▶ [Your assignment] Quote each line exactly, from the line that contains "I need the junctions" down to the last line of the listing, and no other lines.

▶ [Entries shown]
+++
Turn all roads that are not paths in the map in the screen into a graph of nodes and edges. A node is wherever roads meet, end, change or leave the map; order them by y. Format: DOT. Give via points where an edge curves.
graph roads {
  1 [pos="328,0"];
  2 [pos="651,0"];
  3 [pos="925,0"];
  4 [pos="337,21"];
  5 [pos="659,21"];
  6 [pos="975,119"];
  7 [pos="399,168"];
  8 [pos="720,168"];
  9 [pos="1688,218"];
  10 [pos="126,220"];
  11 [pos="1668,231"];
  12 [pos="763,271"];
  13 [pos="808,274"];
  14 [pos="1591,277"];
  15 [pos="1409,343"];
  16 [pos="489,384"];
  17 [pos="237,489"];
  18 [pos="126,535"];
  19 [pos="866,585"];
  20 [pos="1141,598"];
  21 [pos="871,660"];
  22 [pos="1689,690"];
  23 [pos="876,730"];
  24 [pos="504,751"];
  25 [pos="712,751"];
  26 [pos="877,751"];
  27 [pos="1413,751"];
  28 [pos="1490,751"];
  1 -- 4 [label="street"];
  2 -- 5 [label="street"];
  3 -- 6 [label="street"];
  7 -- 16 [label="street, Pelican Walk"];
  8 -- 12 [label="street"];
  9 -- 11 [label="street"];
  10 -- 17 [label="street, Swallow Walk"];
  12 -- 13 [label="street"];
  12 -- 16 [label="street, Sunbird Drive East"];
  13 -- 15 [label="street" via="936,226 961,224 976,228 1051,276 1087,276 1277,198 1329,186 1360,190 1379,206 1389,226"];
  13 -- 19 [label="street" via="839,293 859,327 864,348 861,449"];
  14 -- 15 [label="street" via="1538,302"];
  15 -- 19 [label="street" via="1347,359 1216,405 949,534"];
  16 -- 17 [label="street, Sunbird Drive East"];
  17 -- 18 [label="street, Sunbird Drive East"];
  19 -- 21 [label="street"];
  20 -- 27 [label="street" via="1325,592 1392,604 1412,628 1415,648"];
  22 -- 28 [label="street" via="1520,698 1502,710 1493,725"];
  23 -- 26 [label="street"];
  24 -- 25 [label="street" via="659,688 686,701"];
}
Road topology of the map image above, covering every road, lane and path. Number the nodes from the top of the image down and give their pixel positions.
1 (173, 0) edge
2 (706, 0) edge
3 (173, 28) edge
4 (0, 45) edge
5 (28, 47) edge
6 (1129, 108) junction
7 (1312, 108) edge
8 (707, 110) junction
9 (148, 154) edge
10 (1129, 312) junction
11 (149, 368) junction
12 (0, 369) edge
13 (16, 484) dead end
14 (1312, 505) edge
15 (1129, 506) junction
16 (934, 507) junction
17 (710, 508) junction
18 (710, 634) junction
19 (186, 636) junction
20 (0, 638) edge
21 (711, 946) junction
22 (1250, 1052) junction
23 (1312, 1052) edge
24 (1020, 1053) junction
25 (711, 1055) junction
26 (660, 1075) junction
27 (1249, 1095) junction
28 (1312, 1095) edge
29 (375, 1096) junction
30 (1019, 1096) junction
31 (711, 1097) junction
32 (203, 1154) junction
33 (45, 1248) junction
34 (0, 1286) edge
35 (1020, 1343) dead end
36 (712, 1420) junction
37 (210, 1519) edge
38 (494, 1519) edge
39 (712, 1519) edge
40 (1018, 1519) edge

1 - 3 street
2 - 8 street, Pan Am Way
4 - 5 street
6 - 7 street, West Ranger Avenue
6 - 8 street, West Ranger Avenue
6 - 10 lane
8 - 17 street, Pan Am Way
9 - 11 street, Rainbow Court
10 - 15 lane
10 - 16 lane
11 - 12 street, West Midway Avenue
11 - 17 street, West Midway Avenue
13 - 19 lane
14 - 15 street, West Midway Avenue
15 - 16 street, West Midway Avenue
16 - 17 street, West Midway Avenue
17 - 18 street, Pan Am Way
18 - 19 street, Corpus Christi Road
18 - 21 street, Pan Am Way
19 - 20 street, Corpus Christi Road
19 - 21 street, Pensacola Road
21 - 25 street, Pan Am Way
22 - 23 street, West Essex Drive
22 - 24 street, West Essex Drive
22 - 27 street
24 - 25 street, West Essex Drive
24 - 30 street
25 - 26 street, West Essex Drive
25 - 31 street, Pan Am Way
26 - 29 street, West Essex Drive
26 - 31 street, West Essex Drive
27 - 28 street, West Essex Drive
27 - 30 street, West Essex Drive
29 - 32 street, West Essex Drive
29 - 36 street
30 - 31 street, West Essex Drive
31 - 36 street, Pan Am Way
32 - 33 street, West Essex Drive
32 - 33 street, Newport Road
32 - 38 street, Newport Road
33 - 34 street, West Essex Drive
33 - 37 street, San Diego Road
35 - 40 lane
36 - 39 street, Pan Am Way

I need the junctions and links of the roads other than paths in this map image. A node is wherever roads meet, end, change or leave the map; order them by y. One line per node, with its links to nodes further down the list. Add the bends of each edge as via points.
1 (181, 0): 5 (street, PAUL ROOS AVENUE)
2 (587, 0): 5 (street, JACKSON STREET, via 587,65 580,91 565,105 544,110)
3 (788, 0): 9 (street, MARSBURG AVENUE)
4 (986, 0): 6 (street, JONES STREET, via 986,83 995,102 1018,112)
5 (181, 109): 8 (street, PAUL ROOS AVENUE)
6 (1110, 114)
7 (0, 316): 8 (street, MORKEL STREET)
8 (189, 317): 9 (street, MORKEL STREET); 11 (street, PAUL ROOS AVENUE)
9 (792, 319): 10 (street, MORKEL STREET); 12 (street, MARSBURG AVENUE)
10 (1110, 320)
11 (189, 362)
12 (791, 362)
+++
▶ [Answer to the exercise]
I need the junctions and links of the roads other than paths in this map image. A node is wherever roads meet, end, change or leave the map; order them by y. One line per node, with its links to nodes further down the list. Add the bends of each edge as via points.
1 (181, 0): 5 (street, PAUL ROOS AVENUE)
2 (587, 0): 5 (street, JACKSON STREET, via 587,65 580,91 565,105 544,110)
3 (788, 0): 9 (street, MARSBURG AVENUE)
4 (986, 0): 6 (street, JONES STREET, via 986,83 995,102 1018,112)
5 (181, 109): 8 (street, PAUL ROOS AVENUE)
6 (1110, 114)
7 (0, 316): 8 (street, MORKEL STREET)
8 (189, 317): 9 (street, MORKEL STREET); 11 (street, PAUL ROOS AVENUE)
9 (792, 319): 10 (street, MORKEL STREET); 12 (street, MARSBURG AVENUE)
10 (1110, 320)
11 (189, 362)
12 (791, 362)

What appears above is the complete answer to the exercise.